The hearing panel did not find a violation of KRPC 1.2.

RECOMMENDATION

The panel applied the ABA Standards for Imposing Lawyer Sanctions and pursuant to Standard 3, the panel considered the following factors:

"Duty Violated. The Respondent violated his duty to the legal profession to maintain personal integrity. Additionally, the Respondent violated his duty to his client to provide adequate communication.

"Mental State. The Respondent knowingly violated his duties.

"Injury. As a result of the Respondent's misconduct, the Respondent caused actual injury. The Respondent's dishonest conduct and criminal convictions tarnished the reputation of the legal profession. Mr. Young incurred additional attorney fees in getting the May 20, 2003, order amended.

"Aggravating or Mitigating Factors. Aggravating circumstances are any considerations or factors that may justify an increase in the degree of discipline to be imposed. In reaching its recommendation for discipline, the Hearing Panel, in this case, found the following aggravating factors present:

"Prior Disciplinary Offenses. The Respondent has been previously disciplined on two occasions. On June 12, 1997, the Disciplinary Administrator's office informally admonished the Respondent for having violated KRPC 1.3. Then, on January 22, 1999, the Kansas Supreme Court ordered that the Respondent be indefinitely suspended from the practice of law for having violated KRPC 1.3, KRPC 1.4, KRPC 1.15, KRPC 8.4(d), and Kan. Sup. Ct. R. 207. The Court, however, granted the Respondent probation from the indefinite suspension. In re Islas, 266 Kan. 679, 687, 972 P.2d 764 (1999). On April 25, 2001, the Respondent was released from probation after having successfully completed the plan of probation. In re Islas, 271 Kan. 310, 23 P.3d 801 (2001).

"Dishonest or Selfish Motive. The Respondent's misconduct was motivated by dishonesty. In attempts at initially keeping, and later reinstating, his license to drive, the Respondent provided false information to the Department on three occasions. The Respondent's misconduct was motivated by dishonesty and selfishness.

"Illegal Conduct. The Respondent engaged in illegal conduct when he provided false information to the Department on three occasions and when he drove when his license to do so had been revoked.

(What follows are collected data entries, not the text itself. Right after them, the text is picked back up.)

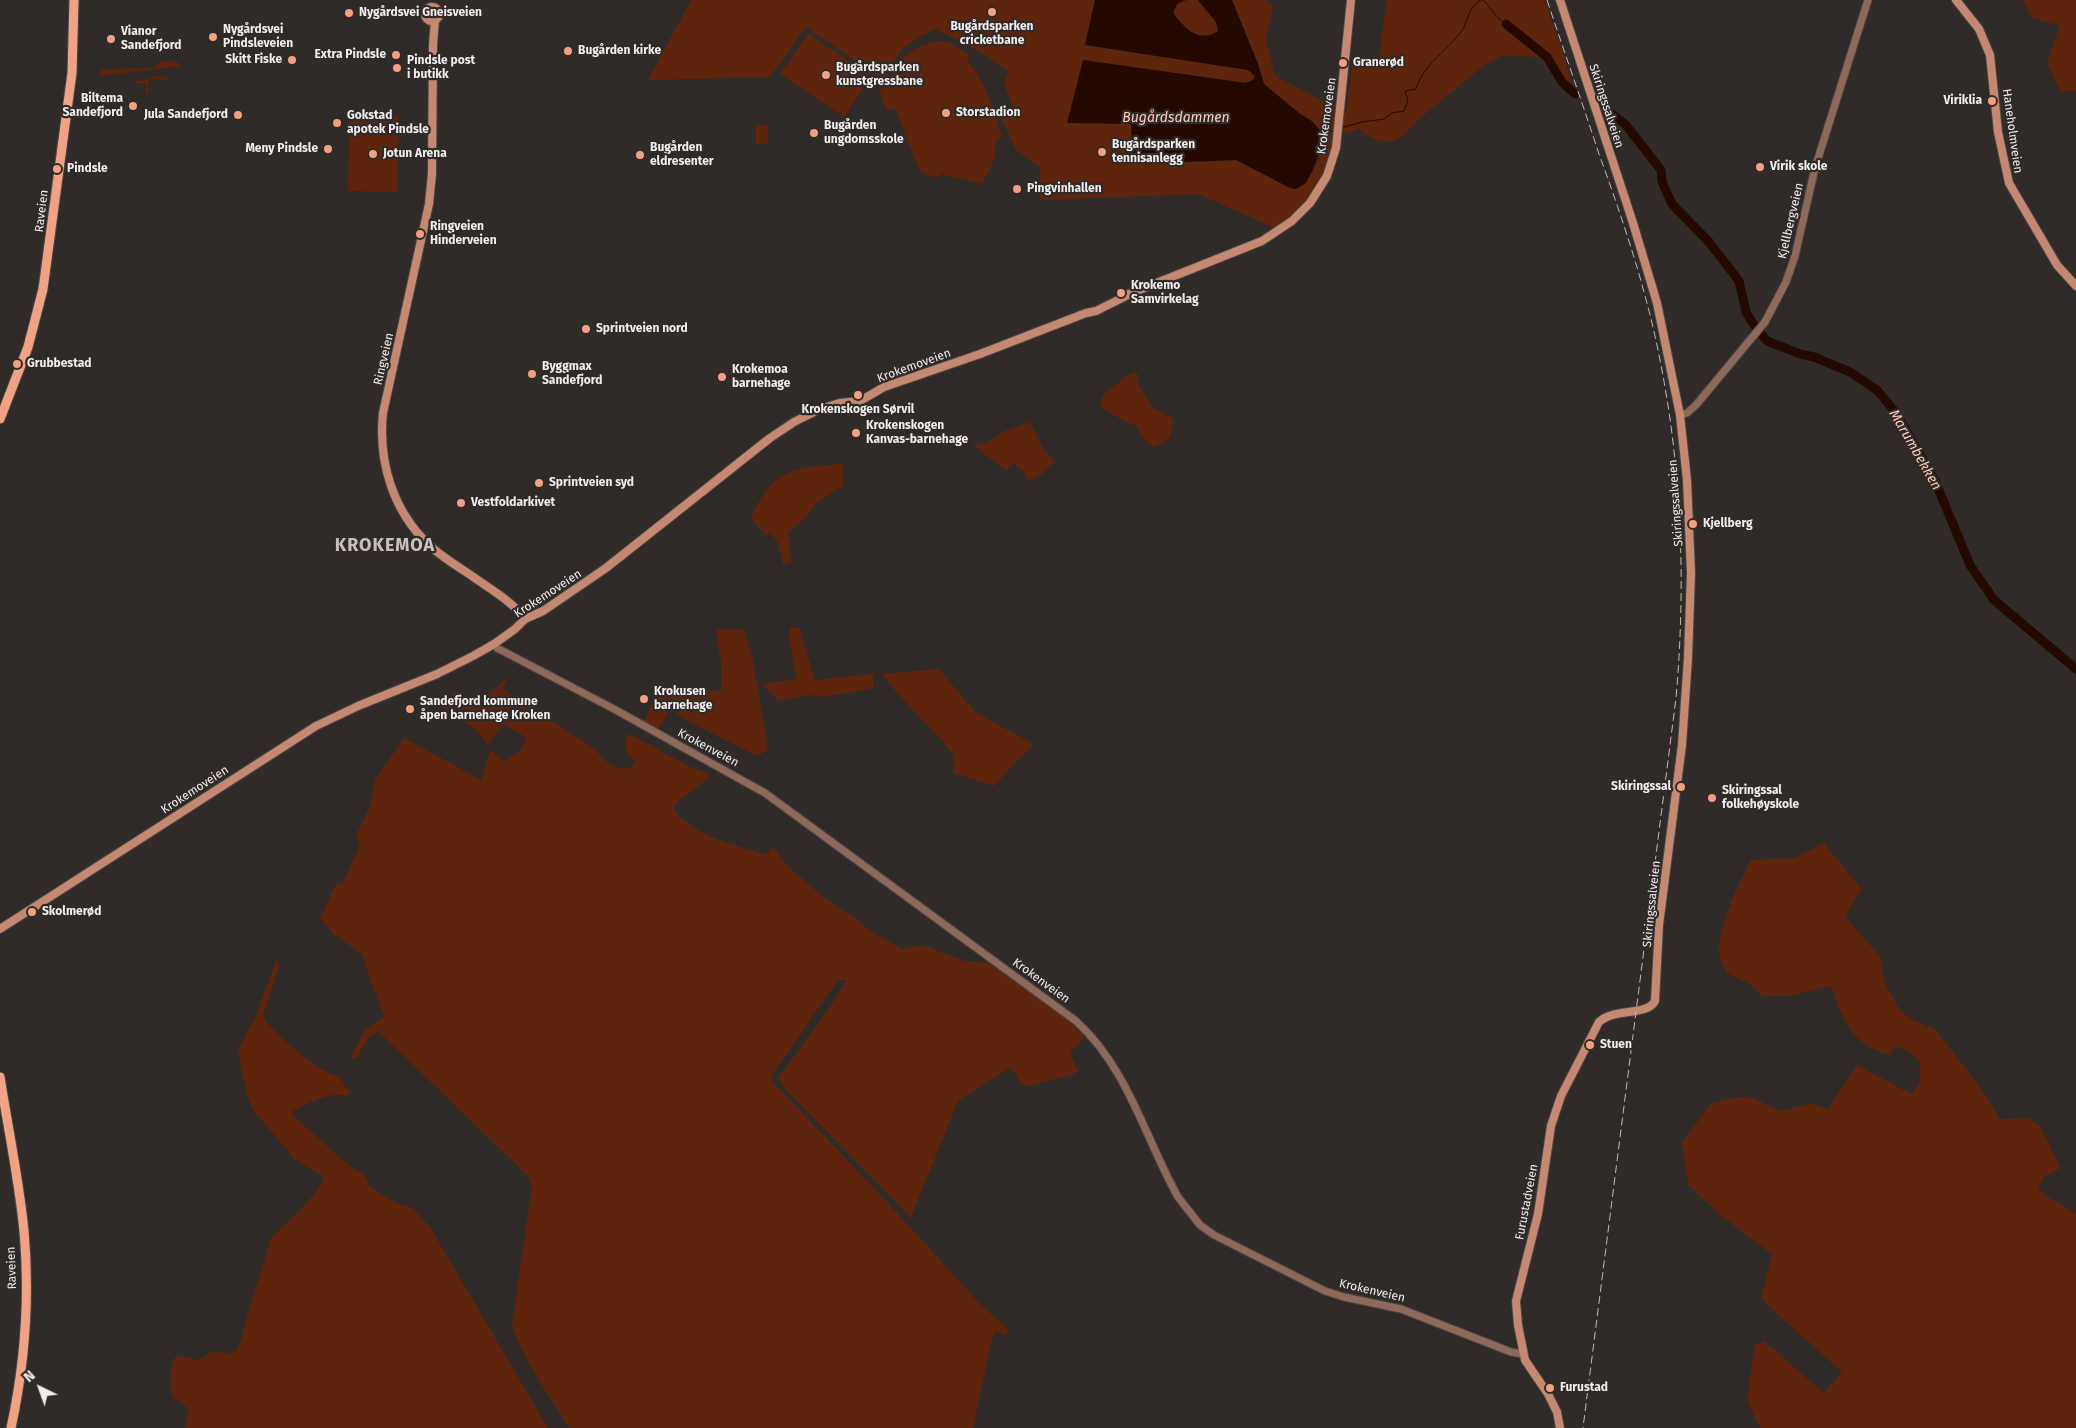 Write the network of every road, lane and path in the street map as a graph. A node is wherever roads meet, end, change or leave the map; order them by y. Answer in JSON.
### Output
{"nodes":[{"id":1,"x":74,"y":0,"type":"edge"},
{"id":2,"x":429,"y":0,"type":"edge"},
{"id":3,"x":434,"y":0,"type":"edge"},
{"id":4,"x":1351,"y":0,"type":"edge"},
{"id":5,"x":1560,"y":0,"type":"edge"},
{"id":6,"x":1868,"y":0,"type":"edge"},
{"id":7,"x":1956,"y":0,"type":"edge"},
{"id":8,"x":436,"y":9,"type":"junction"},
{"id":9,"x":427,"y":10,"type":"junction"},
{"id":10,"x":431,"y":19,"type":"junction"},
{"id":11,"x":2076,"y":286,"type":"edge"},
{"id":12,"x":1680,"y":415,"type":"junction"},
{"id":13,"x":0,"y":419,"type":"edge"},
{"id":14,"x":525,"y":619,"type":"junction"},
{"id":15,"x":494,"y":644,"type":"junction"},
{"id":16,"x":0,"y":929,"type":"edge"},
{"id":17,"x":1640,"y":1010,"type":"joint"},
{"id":18,"x":0,"y":1077,"type":"edge"},
{"id":19,"x":1523,"y":1354,"type":"junction"},
{"id":20,"x":11,"y":1428,"type":"edge"},
{"id":21,"x":1560,"y":1428,"type":"edge"}],
"edges":[{"from":1,"to":13,"type":"main road","name":"Raveien"},
{"from":2,"to":9,"type":"main road"},
{"from":3,"to":8,"type":"main road"},
{"from":4,"to":14,"type":"main road","name":"Krokemoveien"},
{"from":5,"to":12,"type":"main road","name":"Skiringssalveien"},
{"from":6,"to":12,"type":"street","name":"Kjellbergveien"},
{"from":7,"to":11,"type":"main road","name":"Haneholmveien"},
{"from":8,"to":9,"type":"main road"},
{"from":8,"to":10,"type":"main road"},
{"from":9,"to":10,"type":"main road"},
{"from":10,"to":14,"type":"main road","name":"Ringveien"},
{"from":12,"to":17,"type":"main road","name":"Skiringssalveien"},
{"from":14,"to":15,"type":"main road","name":"Krokemoveien"},
{"from":15,"to":16,"type":"main road","name":"Krokemoveien"},
{"from":15,"to":19,"type":"street","name":"Krokenveien"},
{"from":17,"to":19,"type":"main road","name":"Furustadveien"},
{"from":18,"to":20,"type":"main road","name":"Raveien"},
{"from":19,"to":21,"type":"main road","name":"Furustadveien"}]} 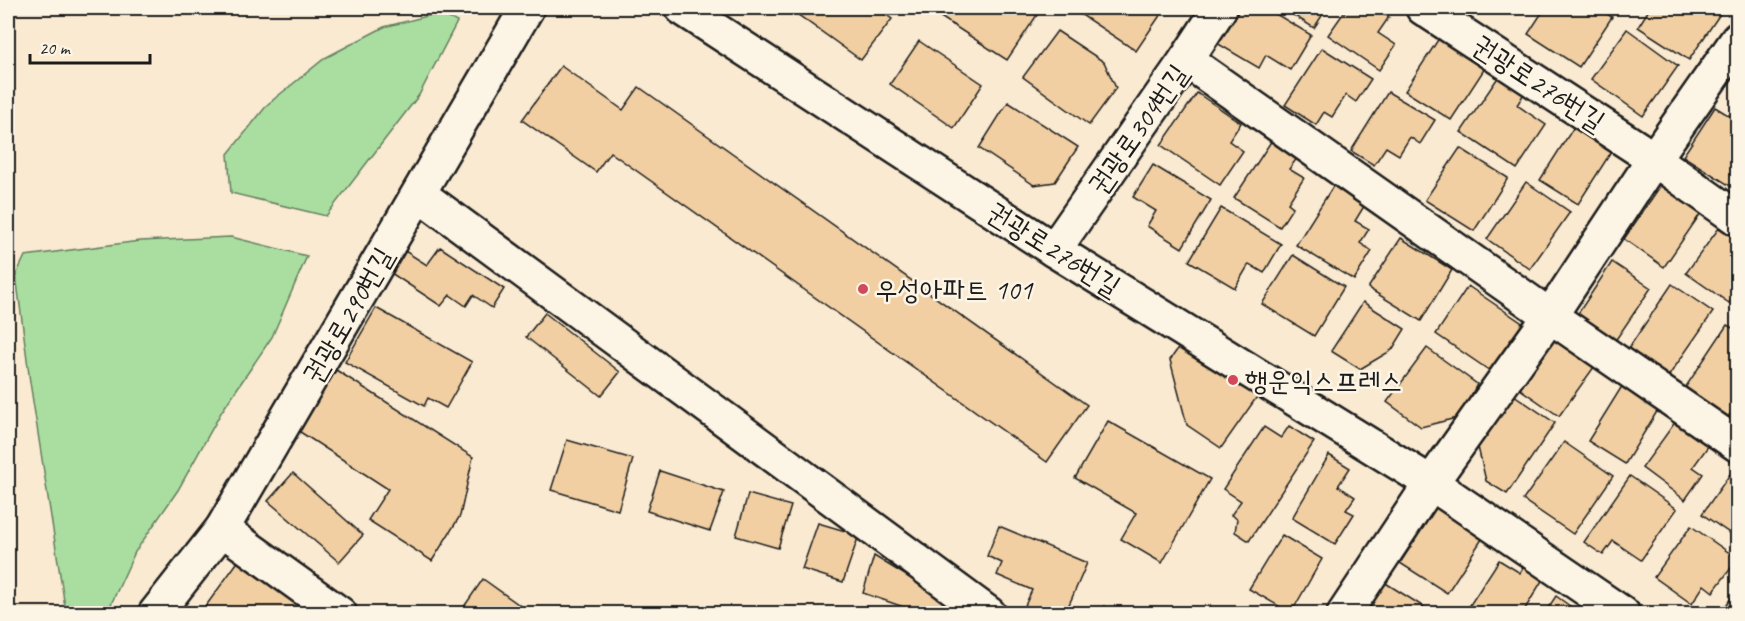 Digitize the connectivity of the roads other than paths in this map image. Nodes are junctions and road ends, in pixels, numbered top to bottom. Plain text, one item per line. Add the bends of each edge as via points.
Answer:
1 (527, 8) edge
2 (682, 8) edge
3 (1220, 8) edge
4 (1423, 8) edge
5 (1737, 39) edge
6 (1186, 60) junction
7 (1654, 159) junction
8 (419, 194) junction
9 (1737, 219) edge
10 (1054, 250) junction
11 (1550, 316) junction
12 (1737, 445) edge
13 (1431, 483) junction
14 (222, 530) junction
15 (155, 614) edge
16 (340, 614) edge
17 (988, 614) edge
18 (1344, 614) edge
19 (1623, 614) edge

1 - 8 street, 권광로290번길
2 - 10 street, 권광로276번길
3 - 6 street, 권광로304번길
4 - 7 street, 권광로276번길
5 - 7 street
6 - 10 street, 권광로304번길
6 - 11 street
7 - 9 street, 권광로276번길
7 - 11 street
8 - 14 street, 권광로290번길
8 - 17 street
10 - 13 street, 권광로276번길
11 - 12 street
11 - 13 street
13 - 18 street
13 - 19 street, 권광로276번길
14 - 15 street, 권광로290번길
14 - 16 street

"Mitigating circumstances are any considerations or factors that may justify a reduction in the degree of discipline to be imposed. In reaching its recommendation for discipline, the Hearing Panel, in this case, found the following mitigating circumstances present:

"Personal or Emotional Problems if Such Misfortunes have Contributed to a Violation of the Kansas Rules of Professional Conduct. The Respondent suffers from diabetes and is insulin dependent.

"Previous Good Character and Reputation in the Community Including any Letters from Clients, Friends, and Lawyers in Support of the Character and General Reputation of the Attorney. The Respondent is an active and productive member of the bar in Wichita, Kansas. He enjoys the respect of his peers and clients and generally possesses a good character and reputation as evidenced by three letters received by the Hearing Panel.

"Physical Disability. The Respondent suffers from diabetes and has for a number of years. The Respondent is insulin dependent and takes four injections daily.

"Imposition of Other Penalties or Sanctions. Following a trial by jury, the Respondent was convicted of three felony crimes and one misdemeanor crime. The Respondent served his sentence and the Court discharged the Respondent from probation.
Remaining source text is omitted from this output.